A crescente crise na mobilidade urbana brasileira

Enviada em 19/10/2019

Com o advento da Terceira Revolução Industrial foram inventados os automóveis para a facilitar a locomoção de pessoas no perímetro urbano. Entretanto, hodiernamente no Brasil, a mobilidade urbana enfrenta dificuldades de modo que o uso de veículos ao invés de facilitar, dificulta o deslocamento de indivíduos. Nesse sentido, é fato que essas dificuldades são geradas, principalmente, pela ineficiência do Estado e por consequência disso, contribui para inúmeros problemas sociais e ambientais.

Primeiramente, cabe ressaltar a falta de ações governamentais para resolver o impasse. Segundo Thomas Hobbes, filosofo inglês, o Estado é responsável por garantir o bem-estar da população, porém, não é isso que acontece no Brasil. Nesse sentido, a precariedade dos transportes públicos juntamente com a péssima estrutura cidade que favorece apenas o uso de carros próprios corrobora para o problema dificultando a locomoção urbana dos cidadãos.

Por conseguinte, devido aos fatos supracitados, as pessoas tendem a comprar veículos de uso particular para se beneficiarem dá estrutura da cidade que favorece os carros, a “carrocracia”. O sociólogo polonês Zygmunt Bauman, em sua obra “Modernidade líquida”, afirma que o ser humano está cada vez mais individualizado, e só pensa em si mesmo. Dessa forma, as pessoas compram veículos particulares para se favorecerem. No entanto, só contribuem para o engarrafamento, aumento de acidentes e para a poluição sonora e ambiental.

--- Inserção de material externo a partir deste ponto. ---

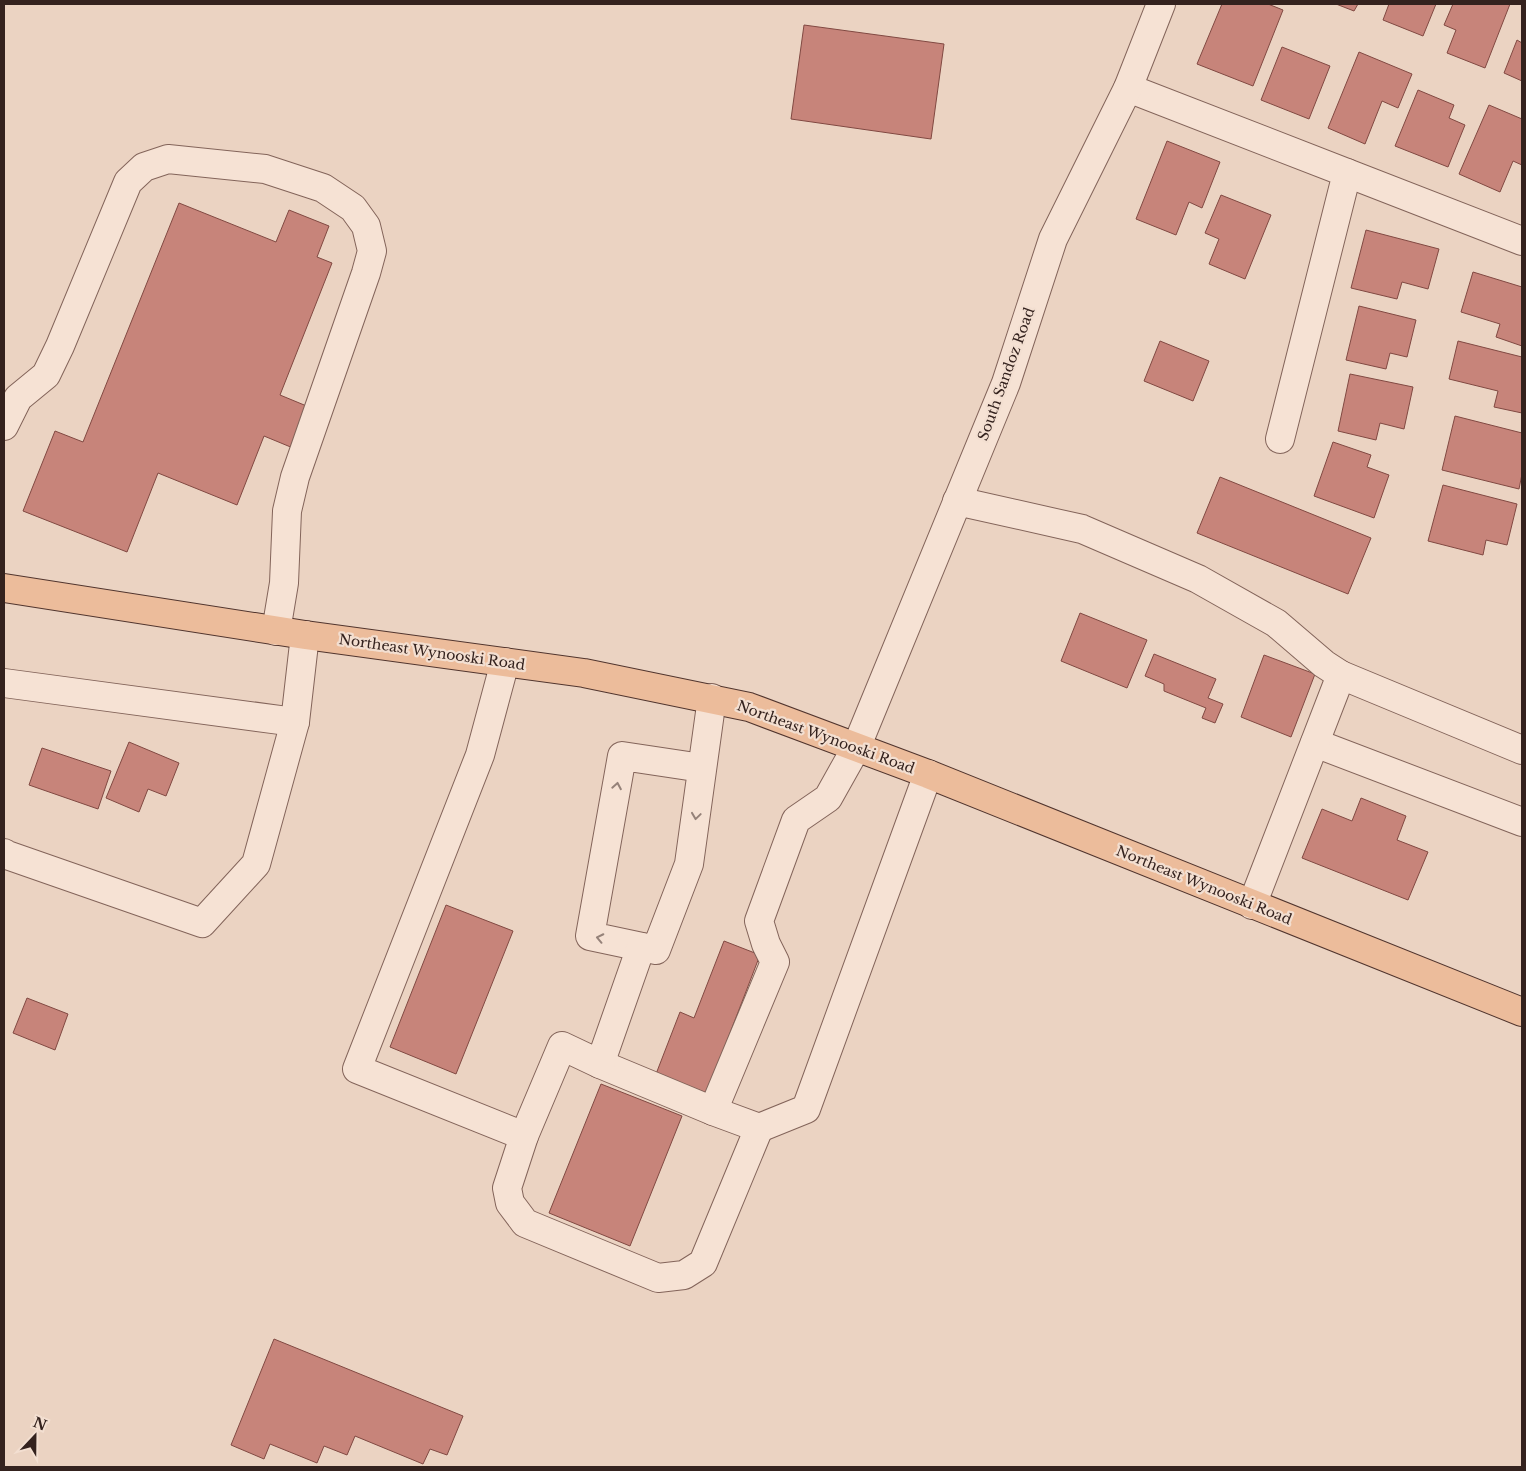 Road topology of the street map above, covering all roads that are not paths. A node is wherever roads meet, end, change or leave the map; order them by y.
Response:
1 (1161, 4) edge
2 (1128, 88) junction
3 (1346, 173) junction
4 (1522, 241) edge
5 (4, 426) edge
6 (1280, 439) dead end
7 (957, 500) junction
8 (4, 588) edge
9 (276, 631) junction
10 (306, 635) junction
11 (506, 662) junction
12 (1341, 675) junction
13 (4, 683) edge
14 (712, 698) junction
15 (294, 722) junction
16 (1315, 743) junction
17 (856, 748) junction
18 (1522, 750) edge
19 (702, 768) junction
20 (928, 774) junction
21 (1522, 822) edge
22 (4, 852) edge
23 (1252, 905) junction
24 (641, 947) junction
25 (1522, 1012) edge
26 (600, 1064) junction
27 (713, 1111) junction
28 (760, 1128) junction
29 (524, 1136) junction

1 - 2 street, South Sandoz Road
2 - 3 street
2 - 7 street, South Sandoz Road
3 - 4 street
3 - 6 street
5 - 9 street
7 - 12 street
7 - 17 street, South Sandoz Road
8 - 9 main road, Northeast Wynooski Road
9 - 10 main road, Northeast Wynooski Road
10 - 11 main road, Northeast Wynooski Road
10 - 15 street
11 - 14 main road, Northeast Wynooski Road
11 - 29 street
12 - 16 street
12 - 18 street
13 - 15 street
14 - 17 main road, Northeast Wynooski Road
14 - 19 street
15 - 22 street
16 - 21 street
16 - 23 street
17 - 20 main road, Northeast Wynooski Road
17 - 27 street, South Sandoz Road
19 -> 24 street
24 -> 19 street
20 - 23 main road, Northeast Wynooski Road
20 - 28 street
23 - 25 main road, Northeast Wynooski Road
24 - 26 street
26 - 27 street
26 - 29 street
27 - 28 street
28 - 29 street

Portanto, é mister que o Estado tome providências para superar o impasse. Urge que o Governo federal, por meio de parceria com empresas privadas de construção, destine verbas para construção de ciclovias. Essas ciclovias devem ser bem estruturadas e seguras para os ciclistas. Ademais, a mídia com seu importante papel social deve ajudar na divulgação e incentivar as pessoas a usarem as ciclovias. A fim de reduzir o uso de carros, facilitando a locomoção e consequentemente diminuindo a poluição.